Luiz Inácio Lula da Silva scraped a narrow victory to return as Brazil’s president after convincing more than 60mn voters he was the man for the job.
His task now will be to persuade investors and financial markets, after a policy-light campaign and indications that he plans to ditch the pro-market model of defeated rival Jair Bolsonaro and restore the state to a bigger role in the economy.
“There are potentially a lot of tensions in what [Lula] has promised: higher welfare spending, higher investment but fiscal responsibility. Investors will need to see that Lula is committed to fiscal responsibility as much as the other pledges,” said William Jackson, chief emerging markets economist at Capital Economics.
The veteran leftwing politician had provided hints to investors that he would govern as a centrist, added Jackson. “But at some point he’ll need to show more concrete proof.”

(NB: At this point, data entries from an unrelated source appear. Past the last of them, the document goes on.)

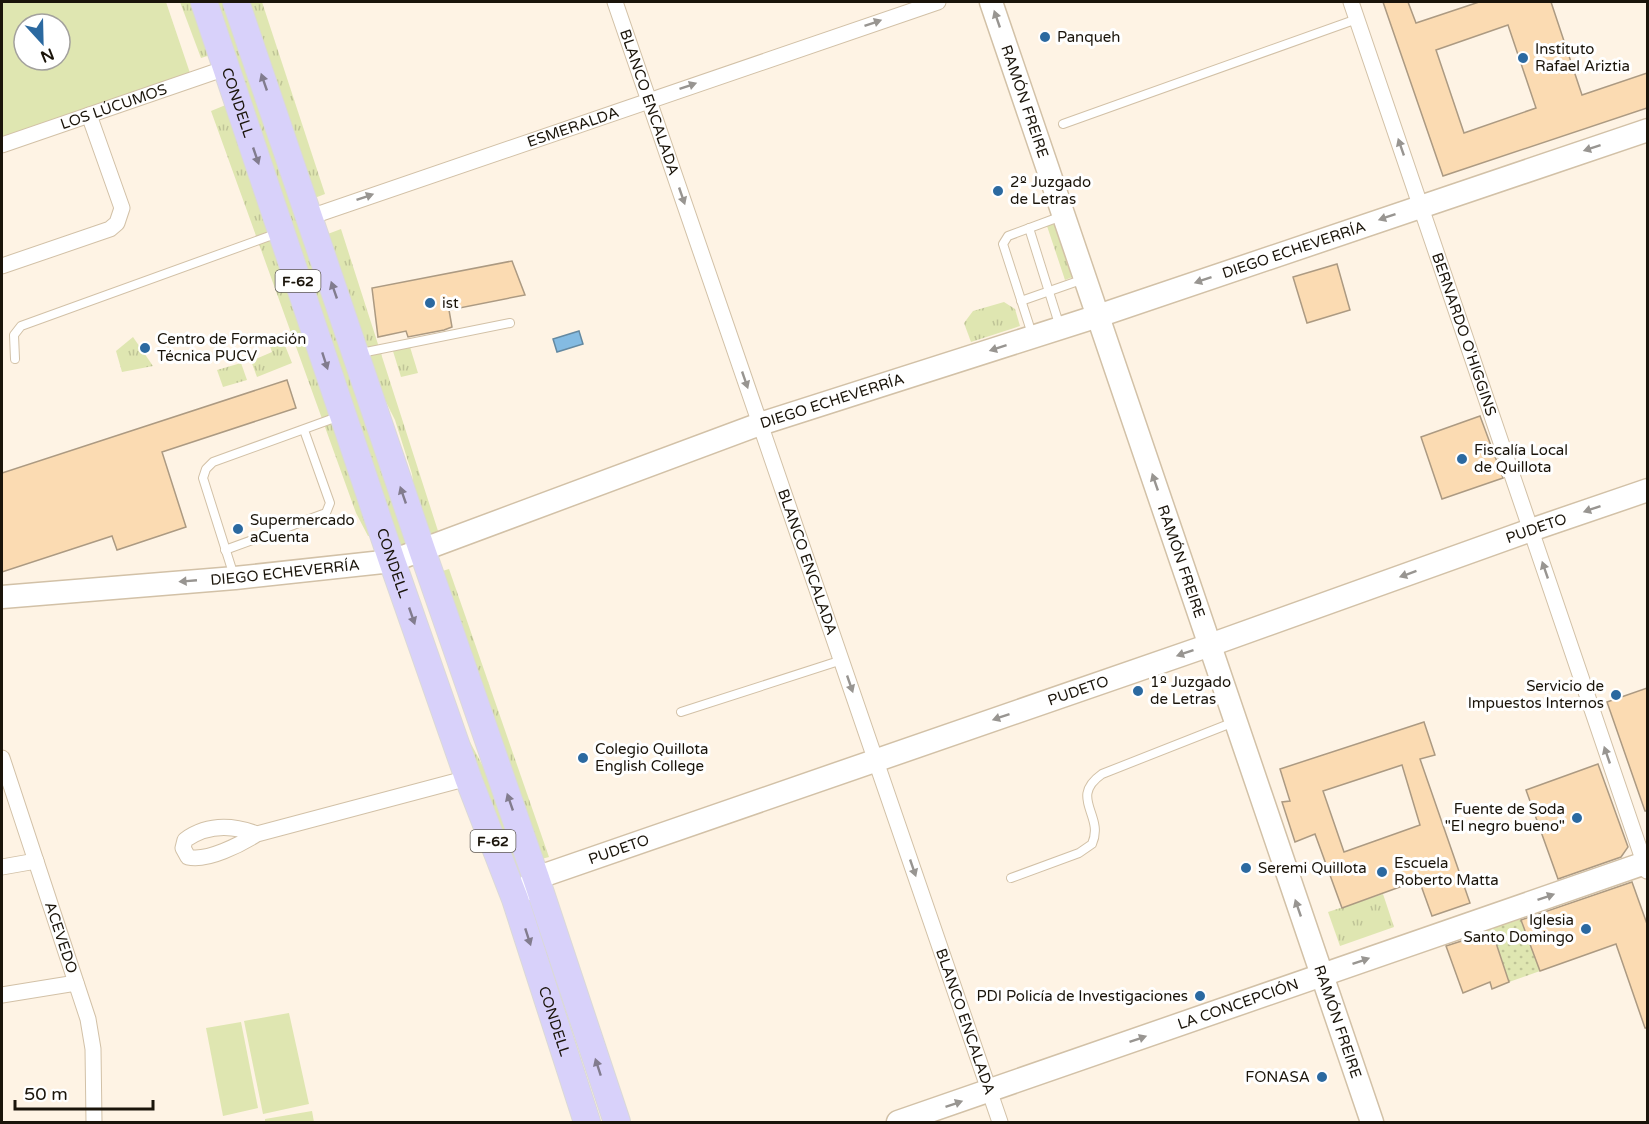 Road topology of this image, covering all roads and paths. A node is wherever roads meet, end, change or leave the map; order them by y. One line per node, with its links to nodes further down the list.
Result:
1 (204, 2): 8 (main road, CONDELL / F-62)
2 (236, 2): 16 (main road, CONDELL / F-62, one-way to 2)
3 (615, 2): 9 (street, BLANCO ENCALADA)
4 (938, 2): 9 (street, ESMERALDA, one-way to 4)
5 (991, 2): 15 (main road, RAMÓN FREIRE, one-way to 5)
6 (1351, 2): 7 (street, BERNARDO O'HIGGINS)
7 (1357, 19): 11 (lane); 14 (street, BERNARDO O'HIGGINS, one-way to 7)
8 (226, 68): 10 (street, LOS LÚCUMOS); 18 (main road, CONDELL / F-62, one-way to 18)
9 (649, 100): 16 (street, ESMERALDA, one-way to 9); 30 (street, BLANCO ENCALADA, one-way to 30)
10 (89, 115): 13 (street, LOS LÚCUMOS); 19 (street)
11 (1063, 124)
12 (1647, 130): 14 (main road, DIEGO ECHEVERRÍA, one-way to 14)
13 (2, 145)
14 (1421, 206): 23 (main road, DIEGO ECHEVERRÍA, one-way to 23); 33 (street, BERNARDO O'HIGGINS)
15 (1064, 216): 17 (lane); 20 (main road, RAMÓN FREIRE)
16 (310, 217): 27 (main road, CONDELL / F-62, one-way to 16)
17 (1029, 228): 21 (lane); 22 (lane)
18 (282, 231): 28 (lane); 29 (main road, CONDELL / F-62, one-way to 29)
19 (2, 266)
20 (1085, 279): 21 (lane); 23 (main road, RAMÓN FREIRE)
21 (1048, 291): 22 (lane); 25 (lane)
22 (1021, 301): 26 (lane)
23 (1098, 316): 25 (main road, DIEGO ECHEVERRÍA); 39 (main road, RAMÓN FREIRE, one-way to 23)
24 (510, 323): 27 (lane)
25 (1060, 328): 26 (main road, DIEGO ECHEVERRÍA)
26 (1033, 337): 30 (main road, DIEGO ECHEVERRÍA, one-way to 30)
27 (356, 354): 35 (main road, CONDELL / F-62, one-way to 27)
28 (15, 359)
29 (343, 415): 31 (lane); 36 (main road, CONDELL / F-62)
30 (760, 424): 35 (main road, DIEGO ECHEVERRÍA); 40 (street, BLANCO ENCALADA)
31 (304, 430): 34 (lane); 34 (lane)
32 (1647, 490): 33 (main road, PUDETO, one-way to 33)
33 (1531, 530): 39 (main road, PUDETO, one-way to 39); 48 (street, BERNARDO O'HIGGINS, one-way to 33)
34 (225, 550): 37 (lane)
35 (422, 550): 36 (main road, DIEGO ECHEVERRÍA); 50 (main road, CONDELL / F-62, one-way to 35)
36 (392, 561): 37 (main road, DIEGO ECHEVERRÍA); 45 (main road, CONDELL / F-62, one-way to 45)
37 (235, 578): 38 (main road, DIEGO ECHEVERRÍA, one-way to 38)
38 (2, 597)
39 (1210, 645): 42 (main road, RAMÓN FREIRE); 44 (main road, PUDETO, one-way to 44)
40 (842, 660): 41 (lane); 44 (street, BLANCO ENCALADA, one-way to 44)
41 (681, 712)
42 (1235, 722): 51 (lane); 53 (main road, RAMÓN FREIRE, one-way to 42)
43 (2, 758): 47 (street, ACEVEDO)
44 (876, 760): 50 (main road, PUDETO); 56 (street, BLANCO ENCALADA, one-way to 56)
45 (468, 778): 46 (street); 52 (main road, CONDELL / F-62)
46 (257, 834)
47 (36, 861): 49 (street); 54 (street, ACEVEDO)
48 (1646, 866): 53 (main road, LA CONCEPCIÓN, one-way to 48)
49 (2, 867)
50 (536, 878): 52 (main road, PUDETO); 59 (main road, CONDELL / F-62, one-way to 50)
51 (1011, 878)
52 (515, 899): 58 (main road, CONDELL / F-62, one-way to 58)
53 (1321, 975): 56 (main road, LA CONCEPCIÓN, one-way to 53); 62 (main road, RAMÓN FREIRE)
54 (76, 983): 55 (street); 57 (street, ACEVEDO)
55 (2, 995)
56 (990, 1092): 60 (main road, LA CONCEPCIÓN, one-way to 56); 61 (street, BLANCO ENCALADA)
57 (94, 1122)
58 (587, 1122)
59 (617, 1122)
60 (898, 1122)
61 (1000, 1122)
62 (1372, 1122)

Traders adopted a cautious stance after Sunday’s win over far-right incumbent Bolsonaro, preferring to wait for clearer signals from the president-elect about economic strategy and his choice as finance minister. Lula has said he would prefer a politician to a technocrat, with ally Fernando Haddad, a former mayor of São Paulo, and Alexandre Padilha, ex-health minister, among those in contention.
The Brazilian real climbed 2 per cent against the US dollar on Monday after an initial dip, while the local Bovespa stock index recouped early losses to trade up 1.3 per cent.

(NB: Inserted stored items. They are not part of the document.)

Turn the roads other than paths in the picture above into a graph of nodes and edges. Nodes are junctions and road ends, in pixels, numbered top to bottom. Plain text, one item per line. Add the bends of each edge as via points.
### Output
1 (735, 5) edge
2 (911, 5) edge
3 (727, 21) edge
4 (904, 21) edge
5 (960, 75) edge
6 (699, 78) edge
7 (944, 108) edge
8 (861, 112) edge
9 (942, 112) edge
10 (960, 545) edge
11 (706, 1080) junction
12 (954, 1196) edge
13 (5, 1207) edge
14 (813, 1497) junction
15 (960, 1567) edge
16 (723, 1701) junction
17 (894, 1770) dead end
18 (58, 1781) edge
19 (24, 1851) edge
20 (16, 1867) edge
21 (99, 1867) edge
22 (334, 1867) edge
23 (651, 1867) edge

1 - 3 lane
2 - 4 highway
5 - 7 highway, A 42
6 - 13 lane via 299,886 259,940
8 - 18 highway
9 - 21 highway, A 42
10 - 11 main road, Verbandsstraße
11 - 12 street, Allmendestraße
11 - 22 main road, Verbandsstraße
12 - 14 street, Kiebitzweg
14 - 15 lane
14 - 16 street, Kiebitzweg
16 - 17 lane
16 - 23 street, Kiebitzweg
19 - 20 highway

However, shares in state-controlled oil producer Petrobras — Brazil’s most valuable listed company — slumped 8.5 per cent, reflecting concerns about a possible change in its direction under the new government.
Lula, 77, has pledged to boost public spending, especially on infrastructure and social welfare, in order to spread prosperity after a decade of stagnating living standards. But he has inherited shaky public finances, with debt projected to reach almost 89 per cent of gross domestic product next year, and an economy forecast to slow sharply.

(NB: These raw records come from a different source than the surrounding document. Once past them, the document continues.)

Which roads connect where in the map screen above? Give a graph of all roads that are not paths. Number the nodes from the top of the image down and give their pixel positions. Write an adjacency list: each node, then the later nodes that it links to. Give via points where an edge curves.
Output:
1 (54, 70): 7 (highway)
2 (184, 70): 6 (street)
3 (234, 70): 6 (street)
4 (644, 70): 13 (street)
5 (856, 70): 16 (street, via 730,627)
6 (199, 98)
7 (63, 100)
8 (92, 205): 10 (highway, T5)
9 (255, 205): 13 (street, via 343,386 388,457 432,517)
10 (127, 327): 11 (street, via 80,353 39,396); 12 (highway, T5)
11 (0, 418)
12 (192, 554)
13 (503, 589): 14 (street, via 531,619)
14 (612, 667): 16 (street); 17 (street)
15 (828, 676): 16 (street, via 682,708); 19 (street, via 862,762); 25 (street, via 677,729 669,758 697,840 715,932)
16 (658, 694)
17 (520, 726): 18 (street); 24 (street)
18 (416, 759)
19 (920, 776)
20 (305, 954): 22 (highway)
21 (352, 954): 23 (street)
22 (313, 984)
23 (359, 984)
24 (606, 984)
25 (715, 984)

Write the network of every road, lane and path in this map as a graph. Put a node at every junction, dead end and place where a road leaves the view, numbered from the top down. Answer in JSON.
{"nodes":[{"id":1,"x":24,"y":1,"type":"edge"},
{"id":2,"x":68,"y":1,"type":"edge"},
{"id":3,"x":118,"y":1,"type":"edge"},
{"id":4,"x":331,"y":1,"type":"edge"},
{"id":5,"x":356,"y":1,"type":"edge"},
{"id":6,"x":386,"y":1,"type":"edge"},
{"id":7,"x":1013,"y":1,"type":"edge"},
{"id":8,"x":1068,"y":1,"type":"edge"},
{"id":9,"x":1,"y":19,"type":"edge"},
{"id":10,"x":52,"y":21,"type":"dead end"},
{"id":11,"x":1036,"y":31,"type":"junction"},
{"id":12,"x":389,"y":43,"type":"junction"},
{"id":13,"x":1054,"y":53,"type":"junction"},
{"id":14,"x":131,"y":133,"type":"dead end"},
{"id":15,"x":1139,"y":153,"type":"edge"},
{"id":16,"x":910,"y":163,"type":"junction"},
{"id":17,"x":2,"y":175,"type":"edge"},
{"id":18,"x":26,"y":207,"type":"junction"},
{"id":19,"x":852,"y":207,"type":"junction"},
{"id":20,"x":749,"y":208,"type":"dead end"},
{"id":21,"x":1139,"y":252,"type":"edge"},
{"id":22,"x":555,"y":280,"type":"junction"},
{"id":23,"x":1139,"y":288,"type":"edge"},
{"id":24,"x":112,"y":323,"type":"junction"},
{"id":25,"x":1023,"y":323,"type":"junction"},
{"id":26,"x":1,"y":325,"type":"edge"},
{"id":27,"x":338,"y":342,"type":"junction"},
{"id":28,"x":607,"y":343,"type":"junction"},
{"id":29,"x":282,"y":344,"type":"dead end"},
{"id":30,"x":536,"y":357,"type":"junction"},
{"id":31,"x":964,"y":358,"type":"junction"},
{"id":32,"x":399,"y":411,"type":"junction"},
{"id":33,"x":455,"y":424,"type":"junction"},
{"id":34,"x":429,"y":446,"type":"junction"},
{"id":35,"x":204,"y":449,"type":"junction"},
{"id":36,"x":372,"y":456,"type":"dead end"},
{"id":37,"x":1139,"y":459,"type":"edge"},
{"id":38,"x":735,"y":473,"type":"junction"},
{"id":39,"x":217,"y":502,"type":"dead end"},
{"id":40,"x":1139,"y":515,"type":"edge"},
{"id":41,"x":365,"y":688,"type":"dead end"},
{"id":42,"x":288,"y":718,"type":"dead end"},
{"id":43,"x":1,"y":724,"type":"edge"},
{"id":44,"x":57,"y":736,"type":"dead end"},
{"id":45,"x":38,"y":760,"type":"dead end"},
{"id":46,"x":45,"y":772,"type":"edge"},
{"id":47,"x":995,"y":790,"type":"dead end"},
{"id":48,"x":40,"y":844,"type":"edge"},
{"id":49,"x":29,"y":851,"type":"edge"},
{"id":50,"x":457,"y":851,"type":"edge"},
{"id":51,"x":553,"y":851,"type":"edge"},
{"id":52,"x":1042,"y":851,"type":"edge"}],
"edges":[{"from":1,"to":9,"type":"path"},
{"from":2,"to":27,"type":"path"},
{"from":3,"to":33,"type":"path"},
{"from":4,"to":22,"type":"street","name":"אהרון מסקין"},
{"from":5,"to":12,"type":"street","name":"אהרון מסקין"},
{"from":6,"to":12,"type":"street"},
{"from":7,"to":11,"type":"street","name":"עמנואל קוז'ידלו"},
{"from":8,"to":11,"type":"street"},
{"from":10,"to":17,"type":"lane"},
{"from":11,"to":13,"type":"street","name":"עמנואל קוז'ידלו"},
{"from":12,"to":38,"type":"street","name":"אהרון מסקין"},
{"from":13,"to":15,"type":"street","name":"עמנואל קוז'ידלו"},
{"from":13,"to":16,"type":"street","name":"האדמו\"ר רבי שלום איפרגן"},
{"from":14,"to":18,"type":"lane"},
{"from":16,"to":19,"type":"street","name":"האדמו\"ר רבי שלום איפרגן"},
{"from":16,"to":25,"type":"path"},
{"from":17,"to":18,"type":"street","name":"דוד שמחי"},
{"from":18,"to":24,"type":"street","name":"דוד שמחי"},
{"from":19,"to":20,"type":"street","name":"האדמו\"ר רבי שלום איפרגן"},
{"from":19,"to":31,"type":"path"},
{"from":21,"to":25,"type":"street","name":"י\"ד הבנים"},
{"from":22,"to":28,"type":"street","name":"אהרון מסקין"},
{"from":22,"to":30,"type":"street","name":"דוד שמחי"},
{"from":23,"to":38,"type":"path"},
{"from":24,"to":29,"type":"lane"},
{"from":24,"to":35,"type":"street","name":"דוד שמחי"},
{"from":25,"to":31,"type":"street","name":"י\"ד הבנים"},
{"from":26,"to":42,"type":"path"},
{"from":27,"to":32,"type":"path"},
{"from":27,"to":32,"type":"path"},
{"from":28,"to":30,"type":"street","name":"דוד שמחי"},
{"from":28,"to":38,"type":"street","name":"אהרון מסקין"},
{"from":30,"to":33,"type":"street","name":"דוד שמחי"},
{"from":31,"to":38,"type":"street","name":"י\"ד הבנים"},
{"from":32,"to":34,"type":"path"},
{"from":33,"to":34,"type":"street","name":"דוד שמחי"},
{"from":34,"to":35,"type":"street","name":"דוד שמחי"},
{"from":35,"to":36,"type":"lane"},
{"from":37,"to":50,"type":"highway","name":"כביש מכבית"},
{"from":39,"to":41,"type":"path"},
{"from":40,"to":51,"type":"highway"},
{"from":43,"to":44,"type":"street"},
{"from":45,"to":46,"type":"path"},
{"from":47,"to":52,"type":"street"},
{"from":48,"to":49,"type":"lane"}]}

Investors now want details on how the veteran Workers’ party (PT) leader, who was Brazil’s president between 2003 and 2010, intends to balance extra expenditure with responsible management of the public accounts.
“Bondholders and equity investors are worried about what will happen to fiscal policy,” said Marcos Casarin, chief Latin American economist at Oxford Economics.
On the campaign trail, the former trade unionist offered the broad strokes of a vision putting the state at the centre of economic development.
Lula has called for a greater role for BNDES, the publicly controlled development bank, for state-run Petrobras to stop charging international prices for fuel, and for a rise in the minimum wage and pension payments.
One campaign insider said: “The meetings we’ve had with the financial sector have been productive and our ideas have been well accepted. I have the feeling they go away calm and satisfied.”
Not everyone agrees, with some mindful of how the last period of PT rule ended.
Pedro Jobim, chief economist at hedge fund Legacy Capital, said such proposals were not only “bad economic policy” but “the same policies which created conditions for the recession, impunity and chaos into which the PT dragged Brazil, leaving scars that will take decades to heal”.
A document published last week by Lula also pledged to improve public services such as healthcare and exempt low earners from income tax. But it was vague on how the government would pay for this.
“The letter was just a declaration of broad intentions with a long wishlist of aspirational things the government should do,” said Alberto Ramos, head of the Latin America economic research team at Goldman Sachs, adding it lacked detail on “how to responsibly fund many of the fiscally expensive campaign promises”.
However, many in the business and financial world are hopeful that Lula’s pragmatic approach can avoid the mistakes of Dilma Rousseff, his chosen successor in 2011. Her loose fiscal policy and interventionist meddling were blamed for pushing Brazil into a deep slump.
Lula has pointed to his own record to show he can be trusted to run Latin America’s largest economy. Tens of millions of Brazilians were lifted out of poverty thanks to a conditional cash-transfer programme put in place during his presidency. As the country rode a global commodities boom, his administration largely stuck to economic orthodoxy.
Yet he will assume office on January 1 in very different circumstances. Growth in China, a major consumer of Brazilian raw materials, has cooled considerably, and the risks of a global recession are rising, as are interest rates around the world.
Following forecasts for GDP growth of 2.8 per cent this year, according to a central bank survey, expansion in output is predicted to fall to 0.6 per cent in 2023.
“He’s going to have to produce growth out of nothing,” said Mario Marconini, managing director at political consultancy Teneo. “It’s a really tall order . . . [Lula] hasn’t had to deal with that kind of thing before.”
Winning approval for next year’s budget from a fragmented parliament tilted to the right will be a challenge. Spending has already risen because of enhanced social benefits granted by Bolsonaro in an attempt to win re-election, which Lula has said he would honour.
The choice of finance minister will be crucial. Given the narrow margin of his win — he took 50.9 per cent of the vote on Sunday — Lula could opt for a moderate.
“A more market-friendly figure could be good news,” said Rafaela Vitoria, chief economist at Banco Inter. “On the other hand, someone defending more spending and more state intervention in the economy would not be well received.”